Een leerling is zo aardig om haar (gedeeltelijke) portfolioreflectie te delen:
Nu ik in zes VWO zit ben ik op het punt aangekomen dat ik mijn middelbare school periode aan het afsluiten ben. Ik moet keuzes gaan maken voor de toekomst. Ik voel dit niet alleen als en logisch vervolg op de afgelopen jaren. Dit punt valt me veel zwaarder dan ik had verwacht.
Levenbeschouwelijk dagboek 2005:
En om mijn evaluatie maar even te vervolgen, durf ik met zekerheid te zeggen dat dit het mooiste jaar van mijn leven was. Of ten minste het interessantste. Maar eigenlijk hoop ik dat over elk jaar te kunnen zeggen.

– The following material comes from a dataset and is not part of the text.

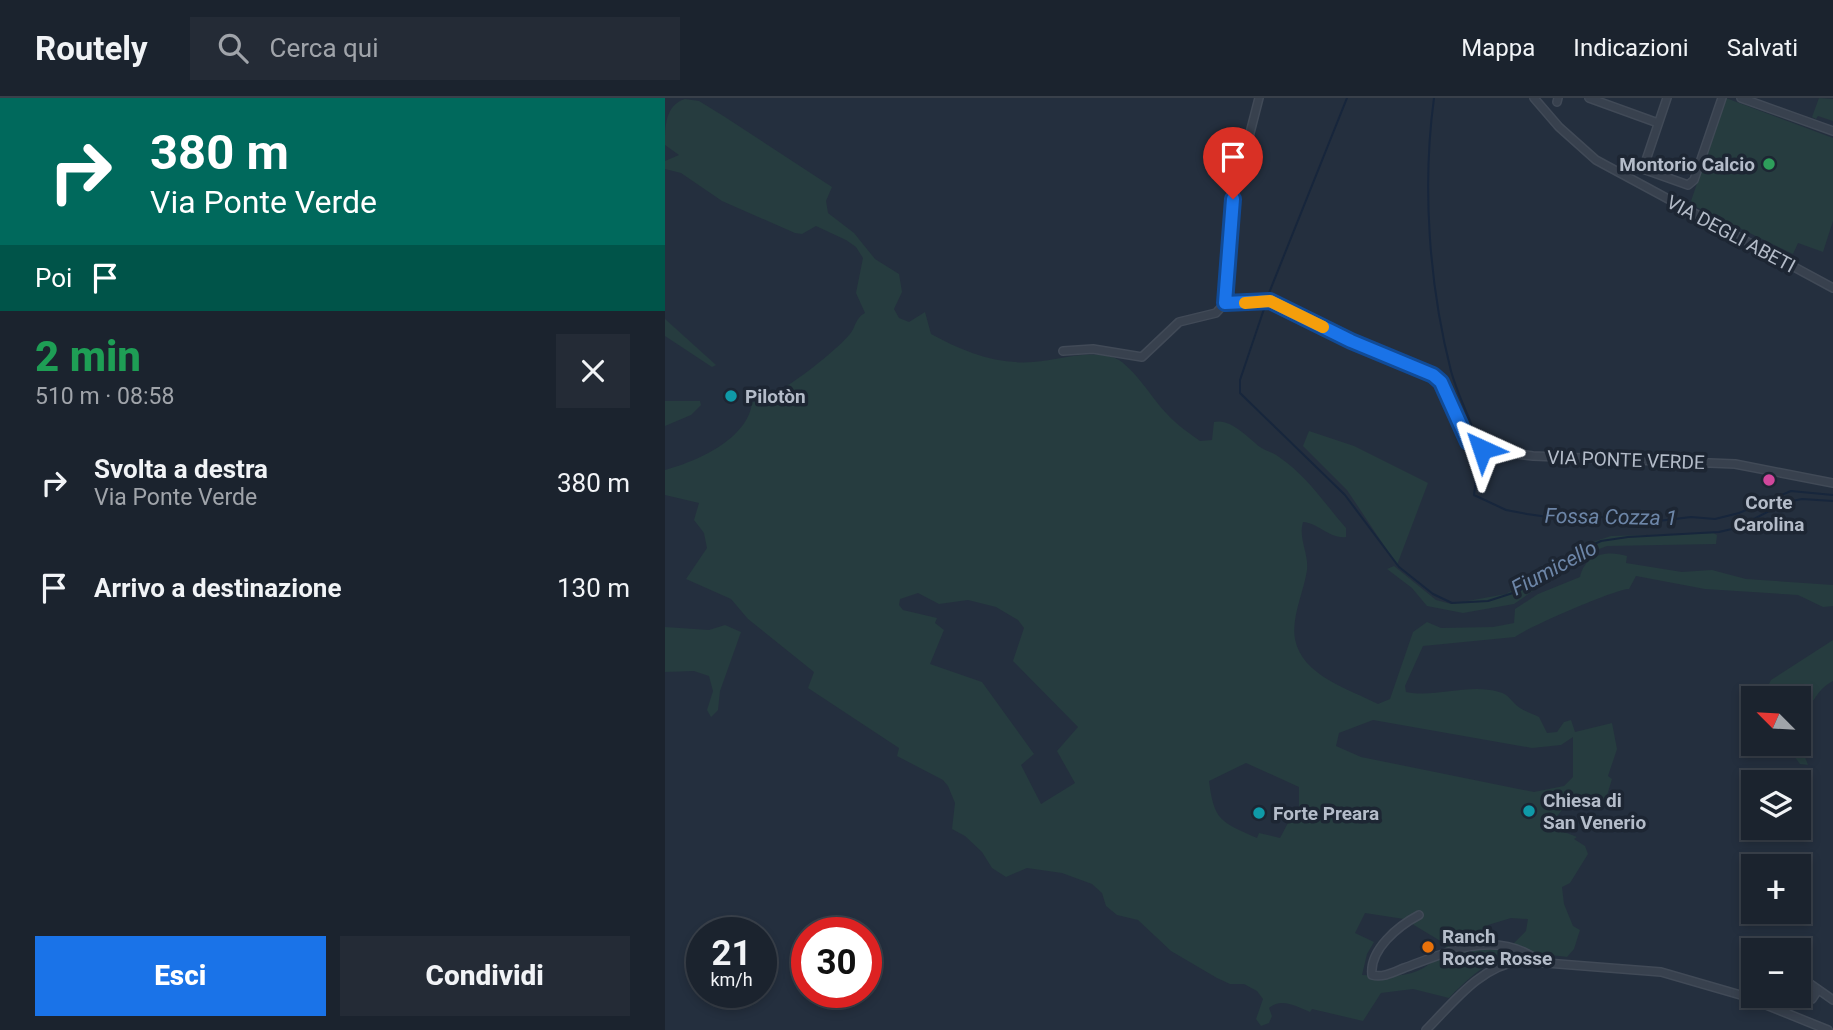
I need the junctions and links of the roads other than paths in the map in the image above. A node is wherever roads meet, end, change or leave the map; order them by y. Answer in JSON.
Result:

De afgelopen jaren zijn ontzettend bijzonder geweest. Ik denk dat ik me goed heb ontwikkeld. Zowel op mijn vaardigheden en interesses als op persoonlijk gebied. Ik heb hele leuke jaren gehad op het Newman. Vooral het derde jaar (2005), toen ik veertien en vijftien was waren geweldig. Daarna werd alles eigenlijk alleen maar moeilijker. Ik heb met verschillende problemen te maken gekregen. Nu vermoed ik dat het normaal is dat je in deze fase van je leven gaat worstelen met verschillende zaken. Wat me tegenvalt is dat het zoveel invloed heeft op je ‘zijn’.
Help me
Als ik terugkijk naar vorig jaar is het probleem waar ik toen mee gekampt heb mijn ouders. In mijn levensbeschouwelijke dagboeken beschrijf ik het onvermogen tot communiceren met hen. Inmiddels is dit zo goed als voorbij. Er is dit jaar een punt geweest waarop ik toe heb kunnen en moeten geven aan mezelf dat ik deze mensen nodig heb en dat het verschrikkelijk fijn is dat je niet alles zelf hoeft te doen. Ik ben een veeleisende persoon. Ik stel hoge eisen aan andere maar vooral ook aan mezelf. Vorig jaar verwachte ik dat ik al mijn problemen zelf op kon lossen. Ik had het heel erg nodig dat ik het ‘alleen kon doen’. Waar deze drang vandaan komt heb ik uiteraard ook uitgebreid overdacht. Wat me zo stoorde aan de houding van mijn ouders was het feit dat ze me niet begrepen. Ze hadden niet door wat ik nodig had. Bevestiging. Maar ik durfde niet te vragen om bevestiging omdat ik vond dat ik dat niet nodig zou moeten hebben. Ik dacht dat ik het alleen zou moeten kunnen en doen. Wat ik dus heb geleerd is om hulp te vragen.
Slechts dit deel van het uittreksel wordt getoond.